----- RECORDS -----

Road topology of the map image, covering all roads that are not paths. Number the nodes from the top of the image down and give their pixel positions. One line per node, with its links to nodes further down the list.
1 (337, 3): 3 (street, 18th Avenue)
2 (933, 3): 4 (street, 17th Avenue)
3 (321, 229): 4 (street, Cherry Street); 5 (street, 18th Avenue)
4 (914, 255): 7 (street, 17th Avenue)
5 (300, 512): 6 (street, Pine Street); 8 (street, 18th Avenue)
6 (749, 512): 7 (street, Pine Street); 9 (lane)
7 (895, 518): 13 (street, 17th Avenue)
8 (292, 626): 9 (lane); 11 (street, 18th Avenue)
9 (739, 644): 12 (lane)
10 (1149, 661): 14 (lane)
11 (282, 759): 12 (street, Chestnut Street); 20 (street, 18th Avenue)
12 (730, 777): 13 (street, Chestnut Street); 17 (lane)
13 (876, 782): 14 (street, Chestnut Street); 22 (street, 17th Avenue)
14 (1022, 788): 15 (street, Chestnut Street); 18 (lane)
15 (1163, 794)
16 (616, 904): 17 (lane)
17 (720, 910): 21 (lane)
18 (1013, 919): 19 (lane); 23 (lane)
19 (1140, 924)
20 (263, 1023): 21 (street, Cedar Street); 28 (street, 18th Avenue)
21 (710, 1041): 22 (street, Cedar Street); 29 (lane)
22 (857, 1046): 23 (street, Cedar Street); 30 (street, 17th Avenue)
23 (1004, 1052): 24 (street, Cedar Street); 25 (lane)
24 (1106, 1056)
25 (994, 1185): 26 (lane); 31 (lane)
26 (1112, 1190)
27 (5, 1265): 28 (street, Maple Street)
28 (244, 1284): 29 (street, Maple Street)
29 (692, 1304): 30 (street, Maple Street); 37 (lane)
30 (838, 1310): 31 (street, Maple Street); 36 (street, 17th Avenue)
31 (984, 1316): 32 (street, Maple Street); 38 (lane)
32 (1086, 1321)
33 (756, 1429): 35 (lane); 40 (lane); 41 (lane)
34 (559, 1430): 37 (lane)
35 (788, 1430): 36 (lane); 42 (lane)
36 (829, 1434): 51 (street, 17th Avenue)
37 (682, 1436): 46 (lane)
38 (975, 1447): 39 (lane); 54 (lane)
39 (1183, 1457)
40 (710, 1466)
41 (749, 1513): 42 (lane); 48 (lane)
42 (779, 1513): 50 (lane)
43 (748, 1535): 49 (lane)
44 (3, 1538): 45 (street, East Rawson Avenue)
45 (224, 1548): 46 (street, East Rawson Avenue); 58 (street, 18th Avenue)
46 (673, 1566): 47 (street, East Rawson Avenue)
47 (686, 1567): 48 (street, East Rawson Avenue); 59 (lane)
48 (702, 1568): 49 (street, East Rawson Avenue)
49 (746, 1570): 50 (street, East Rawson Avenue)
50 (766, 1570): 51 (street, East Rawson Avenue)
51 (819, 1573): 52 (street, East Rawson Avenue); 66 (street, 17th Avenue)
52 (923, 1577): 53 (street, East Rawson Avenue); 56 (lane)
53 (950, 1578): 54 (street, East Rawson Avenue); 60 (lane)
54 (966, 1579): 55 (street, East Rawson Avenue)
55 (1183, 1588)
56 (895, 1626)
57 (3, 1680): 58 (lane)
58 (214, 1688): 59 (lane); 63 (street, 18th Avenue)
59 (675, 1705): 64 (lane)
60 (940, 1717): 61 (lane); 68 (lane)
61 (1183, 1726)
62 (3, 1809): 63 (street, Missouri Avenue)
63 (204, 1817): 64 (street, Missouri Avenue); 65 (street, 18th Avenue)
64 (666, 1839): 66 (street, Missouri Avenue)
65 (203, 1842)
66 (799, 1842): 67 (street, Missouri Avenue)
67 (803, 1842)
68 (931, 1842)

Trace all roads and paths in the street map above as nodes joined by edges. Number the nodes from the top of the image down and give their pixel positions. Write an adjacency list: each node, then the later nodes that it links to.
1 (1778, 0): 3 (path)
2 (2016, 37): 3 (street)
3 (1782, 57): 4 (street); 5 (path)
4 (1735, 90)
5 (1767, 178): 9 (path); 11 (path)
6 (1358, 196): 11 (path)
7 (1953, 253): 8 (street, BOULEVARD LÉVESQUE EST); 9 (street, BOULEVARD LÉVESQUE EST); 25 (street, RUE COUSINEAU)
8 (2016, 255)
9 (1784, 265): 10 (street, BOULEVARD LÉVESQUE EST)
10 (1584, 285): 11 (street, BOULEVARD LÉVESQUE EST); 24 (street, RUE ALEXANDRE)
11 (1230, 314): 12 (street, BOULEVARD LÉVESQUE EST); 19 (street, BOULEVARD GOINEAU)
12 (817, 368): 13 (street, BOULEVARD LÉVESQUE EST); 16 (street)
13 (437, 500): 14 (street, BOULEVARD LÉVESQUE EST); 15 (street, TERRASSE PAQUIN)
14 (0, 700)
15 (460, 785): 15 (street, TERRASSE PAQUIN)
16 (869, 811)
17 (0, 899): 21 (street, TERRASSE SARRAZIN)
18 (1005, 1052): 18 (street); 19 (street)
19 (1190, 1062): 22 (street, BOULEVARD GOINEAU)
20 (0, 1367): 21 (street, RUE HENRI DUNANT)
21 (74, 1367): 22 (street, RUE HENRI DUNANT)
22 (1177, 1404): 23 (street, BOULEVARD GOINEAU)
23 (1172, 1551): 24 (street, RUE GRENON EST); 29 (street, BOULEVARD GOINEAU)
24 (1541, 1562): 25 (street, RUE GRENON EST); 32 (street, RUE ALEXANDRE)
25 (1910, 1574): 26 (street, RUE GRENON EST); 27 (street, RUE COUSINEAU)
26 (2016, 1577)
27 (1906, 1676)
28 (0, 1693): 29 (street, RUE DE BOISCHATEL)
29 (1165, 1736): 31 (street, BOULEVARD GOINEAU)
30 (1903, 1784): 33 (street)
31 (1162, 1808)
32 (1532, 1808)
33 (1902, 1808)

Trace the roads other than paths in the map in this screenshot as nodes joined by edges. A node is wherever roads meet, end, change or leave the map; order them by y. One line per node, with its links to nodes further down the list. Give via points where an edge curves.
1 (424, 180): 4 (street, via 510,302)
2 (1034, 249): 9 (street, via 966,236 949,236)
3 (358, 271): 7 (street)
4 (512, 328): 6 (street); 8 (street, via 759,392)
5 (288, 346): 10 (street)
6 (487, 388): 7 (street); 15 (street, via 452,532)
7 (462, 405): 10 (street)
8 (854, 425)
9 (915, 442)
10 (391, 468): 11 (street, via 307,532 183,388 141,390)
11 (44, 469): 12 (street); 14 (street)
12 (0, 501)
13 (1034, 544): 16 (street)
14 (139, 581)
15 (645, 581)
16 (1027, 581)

-----

- **ABOUT THIS TASK**: An exact reproduction of all the entries above is the expected answer.

- **ANSWER TO THIS EXERCISE**:
Road topology of the map image, covering all roads that are not paths. Number the nodes from the top of the image down and give their pixel positions. One line per node, with its links to nodes further down the list.
1 (337, 3): 3 (street, 18th Avenue)
2 (933, 3): 4 (street, 17th Avenue)
3 (321, 229): 4 (street, Cherry Street); 5 (street, 18th Avenue)
4 (914, 255): 7 (street, 17th Avenue)
5 (300, 512): 6 (street, Pine Street); 8 (street, 18th Avenue)
6 (749, 512): 7 (street, Pine Street); 9 (lane)
7 (895, 518): 13 (street, 17th Avenue)
8 (292, 626): 9 (lane); 11 (street, 18th Avenue)
9 (739, 644): 12 (lane)
10 (1149, 661): 14 (lane)
11 (282, 759): 12 (street, Chestnut Street); 20 (street, 18th Avenue)
12 (730, 777): 13 (street, Chestnut Street); 17 (lane)
13 (876, 782): 14 (street, Chestnut Street); 22 (street, 17th Avenue)
14 (1022, 788): 15 (street, Chestnut Street); 18 (lane)
15 (1163, 794)
16 (616, 904): 17 (lane)
17 (720, 910): 21 (lane)
18 (1013, 919): 19 (lane); 23 (lane)
19 (1140, 924)
20 (263, 1023): 21 (street, Cedar Street); 28 (street, 18th Avenue)
21 (710, 1041): 22 (street, Cedar Street); 29 (lane)
22 (857, 1046): 23 (street, Cedar Street); 30 (street, 17th Avenue)
23 (1004, 1052): 24 (street, Cedar Street); 25 (lane)
24 (1106, 1056)
25 (994, 1185): 26 (lane); 31 (lane)
26 (1112, 1190)
27 (5, 1265): 28 (street, Maple Street)
28 (244, 1284): 29 (street, Maple Street)
29 (692, 1304): 30 (street, Maple Street); 37 (lane)
30 (838, 1310): 31 (street, Maple Street); 36 (street, 17th Avenue)
31 (984, 1316): 32 (street, Maple Street); 38 (lane)
32 (1086, 1321)
33 (756, 1429): 35 (lane); 40 (lane); 41 (lane)
34 (559, 1430): 37 (lane)
35 (788, 1430): 36 (lane); 42 (lane)
36 (829, 1434): 51 (street, 17th Avenue)
37 (682, 1436): 46 (lane)
38 (975, 1447): 39 (lane); 54 (lane)
39 (1183, 1457)
40 (710, 1466)
41 (749, 1513): 42 (lane); 48 (lane)
42 (779, 1513): 50 (lane)
43 (748, 1535): 49 (lane)
44 (3, 1538): 45 (street, East Rawson Avenue)
45 (224, 1548): 46 (street, East Rawson Avenue); 58 (street, 18th Avenue)
46 (673, 1566): 47 (street, East Rawson Avenue)
47 (686, 1567): 48 (street, East Rawson Avenue); 59 (lane)
48 (702, 1568): 49 (street, East Rawson Avenue)
49 (746, 1570): 50 (street, East Rawson Avenue)
50 (766, 1570): 51 (street, East Rawson Avenue)
51 (819, 1573): 52 (street, East Rawson Avenue); 66 (street, 17th Avenue)
52 (923, 1577): 53 (street, East Rawson Avenue); 56 (lane)
53 (950, 1578): 54 (street, East Rawson Avenue); 60 (lane)
54 (966, 1579): 55 (street, East Rawson Avenue)
55 (1183, 1588)
56 (895, 1626)
57 (3, 1680): 58 (lane)
58 (214, 1688): 59 (lane); 63 (street, 18th Avenue)
59 (675, 1705): 64 (lane)
60 (940, 1717): 61 (lane); 68 (lane)
61 (1183, 1726)
62 (3, 1809): 63 (street, Missouri Avenue)
63 (204, 1817): 64 (street, Missouri Avenue); 65 (street, 18th Avenue)
64 (666, 1839): 66 (street, Missouri Avenue)
65 (203, 1842)
66 (799, 1842): 67 (street, Missouri Avenue)
67 (803, 1842)
68 (931, 1842)

Trace all roads and paths in the street map above as nodes joined by edges. Number the nodes from the top of the image down and give their pixel positions. Write an adjacency list: each node, then the later nodes that it links to.
1 (1778, 0): 3 (path)
2 (2016, 37): 3 (street)
3 (1782, 57): 4 (street); 5 (path)
4 (1735, 90)
5 (1767, 178): 9 (path); 11 (path)
6 (1358, 196): 11 (path)
7 (1953, 253): 8 (street, BOULEVARD LÉVESQUE EST); 9 (street, BOULEVARD LÉVESQUE EST); 25 (street, RUE COUSINEAU)
8 (2016, 255)
9 (1784, 265): 10 (street, BOULEVARD LÉVESQUE EST)
10 (1584, 285): 11 (street, BOULEVARD LÉVESQUE EST); 24 (street, RUE ALEXANDRE)
11 (1230, 314): 12 (street, BOULEVARD LÉVESQUE EST); 19 (street, BOULEVARD GOINEAU)
12 (817, 368): 13 (street, BOULEVARD LÉVESQUE EST); 16 (street)
13 (437, 500): 14 (street, BOULEVARD LÉVESQUE EST); 15 (street, TERRASSE PAQUIN)
14 (0, 700)
15 (460, 785): 15 (street, TERRASSE PAQUIN)
16 (869, 811)
17 (0, 899): 21 (street, TERRASSE SARRAZIN)
18 (1005, 1052): 18 (street); 19 (street)
19 (1190, 1062): 22 (street, BOULEVARD GOINEAU)
20 (0, 1367): 21 (street, RUE HENRI DUNANT)
21 (74, 1367): 22 (street, RUE HENRI DUNANT)
22 (1177, 1404): 23 (street, BOULEVARD GOINEAU)
23 (1172, 1551): 24 (street, RUE GRENON EST); 29 (street, BOULEVARD GOINEAU)
24 (1541, 1562): 25 (street, RUE GRENON EST); 32 (street, RUE ALEXANDRE)
25 (1910, 1574): 26 (street, RUE GRENON EST); 27 (street, RUE COUSINEAU)
26 (2016, 1577)
27 (1906, 1676)
28 (0, 1693): 29 (street, RUE DE BOISCHATEL)
29 (1165, 1736): 31 (street, BOULEVARD GOINEAU)
30 (1903, 1784): 33 (street)
31 (1162, 1808)
32 (1532, 1808)
33 (1902, 1808)

Trace the roads other than paths in the map in this screenshot as nodes joined by edges. A node is wherever roads meet, end, change or leave the map; order them by y. One line per node, with its links to nodes further down the list. Give via points where an edge curves.
1 (424, 180): 4 (street, via 510,302)
2 (1034, 249): 9 (street, via 966,236 949,236)
3 (358, 271): 7 (street)
4 (512, 328): 6 (street); 8 (street, via 759,392)
5 (288, 346): 10 (street)
6 (487, 388): 7 (street); 15 (street, via 452,532)
7 (462, 405): 10 (street)
8 (854, 425)
9 (915, 442)
10 (391, 468): 11 (street, via 307,532 183,388 141,390)
11 (44, 469): 12 (street); 14 (street)
12 (0, 501)
13 (1034, 544): 16 (street)
14 (139, 581)
15 (645, 581)
16 (1027, 581)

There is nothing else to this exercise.